Through careful biophysical characterization, GNE-7883 was shown to interact specifically with TEAD at its lipid binding site, allosterically preventing interactions at a specific protein-protein interface with YAP/TAZ in TR-FRET assays at low nanomolar concentrations. GNE-7883 also showed selective cellular growth inhibition in the YAP/TAZ-dependent cell lines OVCAR-8 and HCC1576, but not a YAP/TAZ independent cell line SK-N-FI. An X-Ray co-crystal structure that was solved for compound GNE-7883 bound to TEAD, along with that of a structurally related but less potent compound shows engagement in the lipid-binding pocket and is consistent with its biophysical activity. Finally, a structurally related negative control compound is described that is inactive in the TR-FRET biophysical assay and does not inhibit cell growth of YAP/TAZ-dependent cell lines.
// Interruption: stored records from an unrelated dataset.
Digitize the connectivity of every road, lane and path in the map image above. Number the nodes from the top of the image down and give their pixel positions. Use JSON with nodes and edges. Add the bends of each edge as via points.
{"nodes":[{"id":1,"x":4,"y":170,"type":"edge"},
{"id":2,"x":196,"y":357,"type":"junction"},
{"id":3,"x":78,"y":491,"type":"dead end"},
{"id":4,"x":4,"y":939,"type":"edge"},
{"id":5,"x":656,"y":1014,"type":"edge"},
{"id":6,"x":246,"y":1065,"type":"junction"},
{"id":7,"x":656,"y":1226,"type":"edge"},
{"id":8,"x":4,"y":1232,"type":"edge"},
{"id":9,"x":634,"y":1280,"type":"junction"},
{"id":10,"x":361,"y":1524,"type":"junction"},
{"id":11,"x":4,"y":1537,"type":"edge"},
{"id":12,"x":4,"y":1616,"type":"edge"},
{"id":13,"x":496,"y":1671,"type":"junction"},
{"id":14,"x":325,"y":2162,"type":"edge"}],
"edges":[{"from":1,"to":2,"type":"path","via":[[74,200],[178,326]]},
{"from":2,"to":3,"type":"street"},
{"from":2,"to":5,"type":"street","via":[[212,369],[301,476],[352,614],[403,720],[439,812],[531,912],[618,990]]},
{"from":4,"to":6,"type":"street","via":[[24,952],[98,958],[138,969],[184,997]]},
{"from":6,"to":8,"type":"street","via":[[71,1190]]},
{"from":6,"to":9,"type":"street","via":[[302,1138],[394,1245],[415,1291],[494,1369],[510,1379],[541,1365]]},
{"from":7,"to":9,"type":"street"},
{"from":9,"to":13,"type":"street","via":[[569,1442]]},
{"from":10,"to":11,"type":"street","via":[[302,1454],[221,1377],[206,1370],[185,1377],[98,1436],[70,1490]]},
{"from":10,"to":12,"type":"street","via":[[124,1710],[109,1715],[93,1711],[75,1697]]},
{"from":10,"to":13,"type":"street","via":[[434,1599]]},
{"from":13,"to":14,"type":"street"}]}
This collection of data provides good confidence that the cellular activities of GNE-7883 are a specific result of TEAD target engagement and that GNE-7883 has strong utility as a probe to interrogate the biology of disrupting YAP/TAZ and TEAD. Limitations of this probe are that there is no disclosed data on its activity against targets outside of the TEAD family (e.g. kinases, GPCRs, etc.) so potential off-target activities are unknown. Moreover, because it is a pan TEAD inhibitor, it is not useful to distinguish TEAD subtype biology. Finally, the GNE-7883 is not orally available and must be administered IP or subcutaneously in chronic studies.